INSTRUCTIONS TO FOLLOW => Please read the records below and return each line holding the string "shape".

··· GIVEN DATA

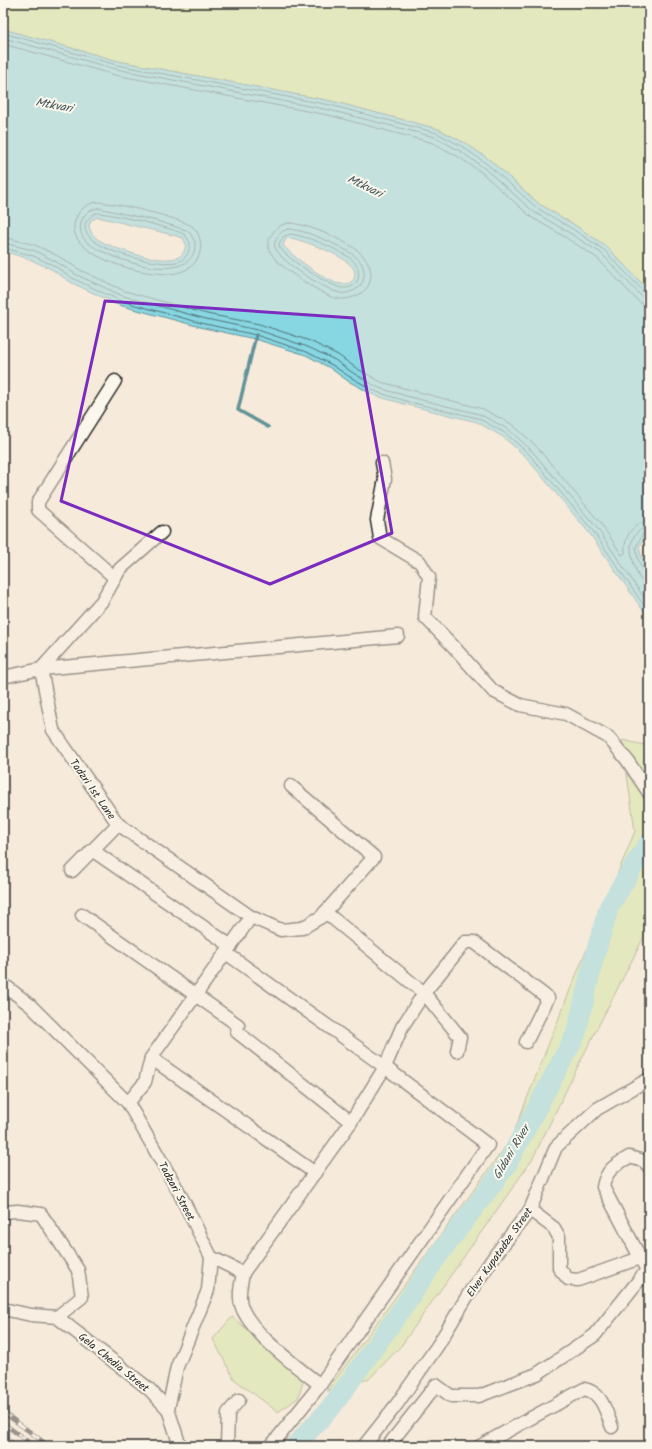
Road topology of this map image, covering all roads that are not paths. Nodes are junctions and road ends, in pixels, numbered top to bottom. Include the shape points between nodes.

······
··· GIVEN DATA

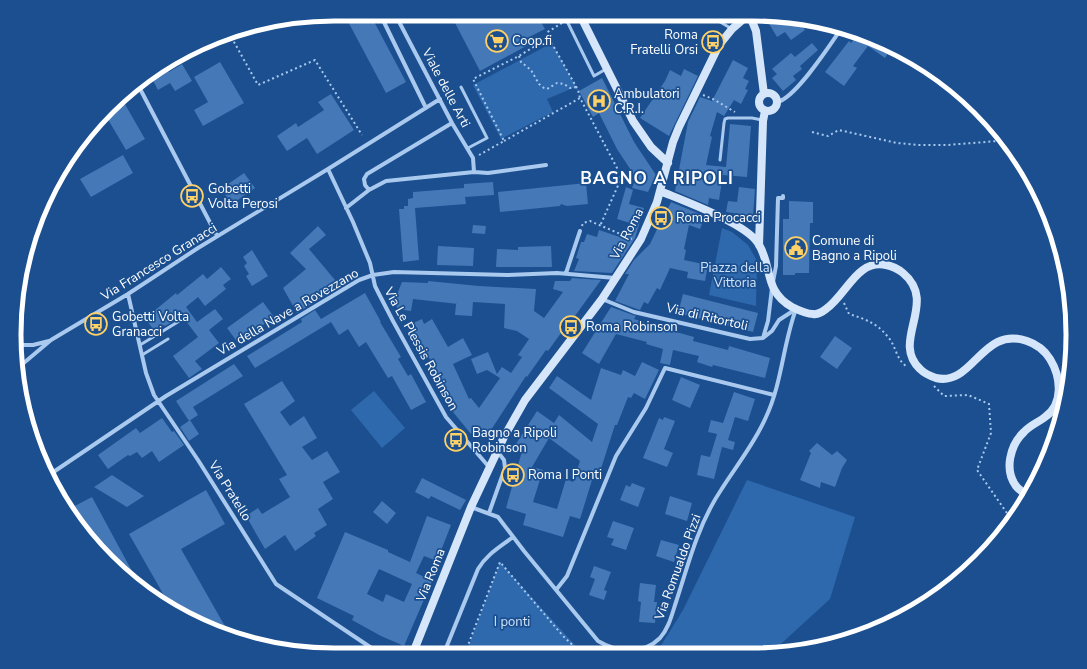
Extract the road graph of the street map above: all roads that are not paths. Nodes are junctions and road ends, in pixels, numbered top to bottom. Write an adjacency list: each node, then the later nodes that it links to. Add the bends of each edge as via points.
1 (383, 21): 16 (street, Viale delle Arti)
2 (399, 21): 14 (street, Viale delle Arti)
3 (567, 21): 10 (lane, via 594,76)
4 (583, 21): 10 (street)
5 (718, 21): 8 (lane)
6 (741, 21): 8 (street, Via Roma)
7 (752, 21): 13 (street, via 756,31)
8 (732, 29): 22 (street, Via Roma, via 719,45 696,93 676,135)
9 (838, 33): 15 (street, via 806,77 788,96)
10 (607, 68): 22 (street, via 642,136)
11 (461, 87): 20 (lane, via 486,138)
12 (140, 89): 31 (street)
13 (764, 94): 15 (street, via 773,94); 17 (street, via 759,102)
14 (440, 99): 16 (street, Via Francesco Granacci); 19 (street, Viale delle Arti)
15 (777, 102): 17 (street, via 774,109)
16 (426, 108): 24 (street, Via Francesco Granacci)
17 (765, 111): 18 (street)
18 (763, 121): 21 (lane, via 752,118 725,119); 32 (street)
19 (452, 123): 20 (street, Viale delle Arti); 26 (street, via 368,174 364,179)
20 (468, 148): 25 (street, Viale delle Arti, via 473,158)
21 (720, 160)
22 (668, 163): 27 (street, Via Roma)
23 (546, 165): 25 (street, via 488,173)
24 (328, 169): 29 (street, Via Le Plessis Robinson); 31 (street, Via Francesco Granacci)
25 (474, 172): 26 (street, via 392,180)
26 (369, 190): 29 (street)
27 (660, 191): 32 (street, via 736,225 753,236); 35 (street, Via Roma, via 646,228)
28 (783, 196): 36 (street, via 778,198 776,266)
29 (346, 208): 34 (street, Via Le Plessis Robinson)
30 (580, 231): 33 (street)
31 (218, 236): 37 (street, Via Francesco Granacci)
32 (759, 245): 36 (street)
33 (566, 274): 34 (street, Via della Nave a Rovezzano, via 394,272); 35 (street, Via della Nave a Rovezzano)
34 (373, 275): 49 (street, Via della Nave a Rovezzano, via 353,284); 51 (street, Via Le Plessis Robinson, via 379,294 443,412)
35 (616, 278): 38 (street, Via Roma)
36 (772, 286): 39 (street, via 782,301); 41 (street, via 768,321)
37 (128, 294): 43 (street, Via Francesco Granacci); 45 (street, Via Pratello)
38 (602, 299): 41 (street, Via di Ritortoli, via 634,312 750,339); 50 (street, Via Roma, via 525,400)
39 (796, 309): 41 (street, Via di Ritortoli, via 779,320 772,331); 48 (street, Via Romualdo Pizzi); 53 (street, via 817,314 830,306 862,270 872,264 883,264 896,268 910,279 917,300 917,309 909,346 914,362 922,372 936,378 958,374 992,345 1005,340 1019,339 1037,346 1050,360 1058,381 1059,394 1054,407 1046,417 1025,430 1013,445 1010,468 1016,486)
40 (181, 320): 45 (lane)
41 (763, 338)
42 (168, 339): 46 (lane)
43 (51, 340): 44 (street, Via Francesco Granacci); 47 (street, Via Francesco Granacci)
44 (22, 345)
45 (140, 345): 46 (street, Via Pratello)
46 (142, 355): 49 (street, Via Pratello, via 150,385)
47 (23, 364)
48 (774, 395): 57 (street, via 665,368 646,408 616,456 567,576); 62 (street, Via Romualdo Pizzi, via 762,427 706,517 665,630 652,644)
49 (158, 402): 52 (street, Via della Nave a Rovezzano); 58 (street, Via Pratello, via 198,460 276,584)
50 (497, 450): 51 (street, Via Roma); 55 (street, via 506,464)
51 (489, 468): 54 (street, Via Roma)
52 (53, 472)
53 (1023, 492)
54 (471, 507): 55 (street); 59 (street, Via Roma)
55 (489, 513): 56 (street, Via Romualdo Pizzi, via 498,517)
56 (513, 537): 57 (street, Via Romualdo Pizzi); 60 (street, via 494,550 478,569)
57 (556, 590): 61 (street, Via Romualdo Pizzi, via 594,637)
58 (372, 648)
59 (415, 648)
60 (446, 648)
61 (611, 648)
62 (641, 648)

······
··· GIVEN DATA

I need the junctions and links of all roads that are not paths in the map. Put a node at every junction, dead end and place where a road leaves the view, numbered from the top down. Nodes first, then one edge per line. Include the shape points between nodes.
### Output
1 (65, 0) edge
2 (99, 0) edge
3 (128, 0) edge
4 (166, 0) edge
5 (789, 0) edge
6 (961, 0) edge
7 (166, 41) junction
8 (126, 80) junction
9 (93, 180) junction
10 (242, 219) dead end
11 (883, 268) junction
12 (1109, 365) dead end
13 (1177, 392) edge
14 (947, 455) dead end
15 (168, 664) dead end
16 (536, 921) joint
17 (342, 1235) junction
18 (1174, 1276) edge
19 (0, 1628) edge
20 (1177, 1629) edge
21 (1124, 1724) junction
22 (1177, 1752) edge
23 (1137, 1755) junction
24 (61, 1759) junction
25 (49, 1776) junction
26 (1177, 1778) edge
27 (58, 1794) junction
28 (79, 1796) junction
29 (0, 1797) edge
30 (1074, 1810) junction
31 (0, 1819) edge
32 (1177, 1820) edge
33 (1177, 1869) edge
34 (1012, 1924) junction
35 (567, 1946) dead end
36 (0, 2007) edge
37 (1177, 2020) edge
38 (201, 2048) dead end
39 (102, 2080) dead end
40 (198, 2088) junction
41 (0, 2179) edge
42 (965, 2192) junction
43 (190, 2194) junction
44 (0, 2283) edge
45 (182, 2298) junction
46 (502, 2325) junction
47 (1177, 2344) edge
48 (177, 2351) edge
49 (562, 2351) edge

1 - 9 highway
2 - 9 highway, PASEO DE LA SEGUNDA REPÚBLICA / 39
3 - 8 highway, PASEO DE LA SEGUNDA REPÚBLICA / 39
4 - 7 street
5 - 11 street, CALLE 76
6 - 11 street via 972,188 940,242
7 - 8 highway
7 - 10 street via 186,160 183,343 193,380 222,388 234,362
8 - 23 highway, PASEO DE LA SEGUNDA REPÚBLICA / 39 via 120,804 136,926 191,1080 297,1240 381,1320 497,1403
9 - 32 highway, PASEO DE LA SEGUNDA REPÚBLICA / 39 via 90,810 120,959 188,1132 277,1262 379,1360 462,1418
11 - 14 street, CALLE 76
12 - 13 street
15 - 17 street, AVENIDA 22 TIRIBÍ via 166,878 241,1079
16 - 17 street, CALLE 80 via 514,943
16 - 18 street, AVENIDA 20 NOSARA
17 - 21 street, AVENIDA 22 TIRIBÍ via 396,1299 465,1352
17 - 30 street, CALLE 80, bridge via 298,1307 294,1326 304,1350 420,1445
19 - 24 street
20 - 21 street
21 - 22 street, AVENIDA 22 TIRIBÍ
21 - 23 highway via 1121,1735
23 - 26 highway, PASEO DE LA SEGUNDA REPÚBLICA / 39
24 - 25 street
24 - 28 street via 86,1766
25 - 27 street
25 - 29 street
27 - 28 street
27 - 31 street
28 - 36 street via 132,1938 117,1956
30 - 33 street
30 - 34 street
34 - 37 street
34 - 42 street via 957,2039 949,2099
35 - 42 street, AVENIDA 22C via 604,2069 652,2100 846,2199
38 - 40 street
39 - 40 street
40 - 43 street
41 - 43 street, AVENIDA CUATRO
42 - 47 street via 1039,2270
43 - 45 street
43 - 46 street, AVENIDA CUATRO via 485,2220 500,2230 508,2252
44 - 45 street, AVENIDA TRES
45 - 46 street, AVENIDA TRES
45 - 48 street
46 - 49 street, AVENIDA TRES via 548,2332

······

RESULT =>
Road topology of this map image, covering all roads that are not paths. Nodes are junctions and road ends, in pixels, numbered top to bottom. Include the shape points between nodes.
I need the junctions and links of all roads that are not paths in the map. Put a node at every junction, dead end and place where a road leaves the view, numbered from the top down. Nodes first, then one edge per line. Include the shape points between nodes.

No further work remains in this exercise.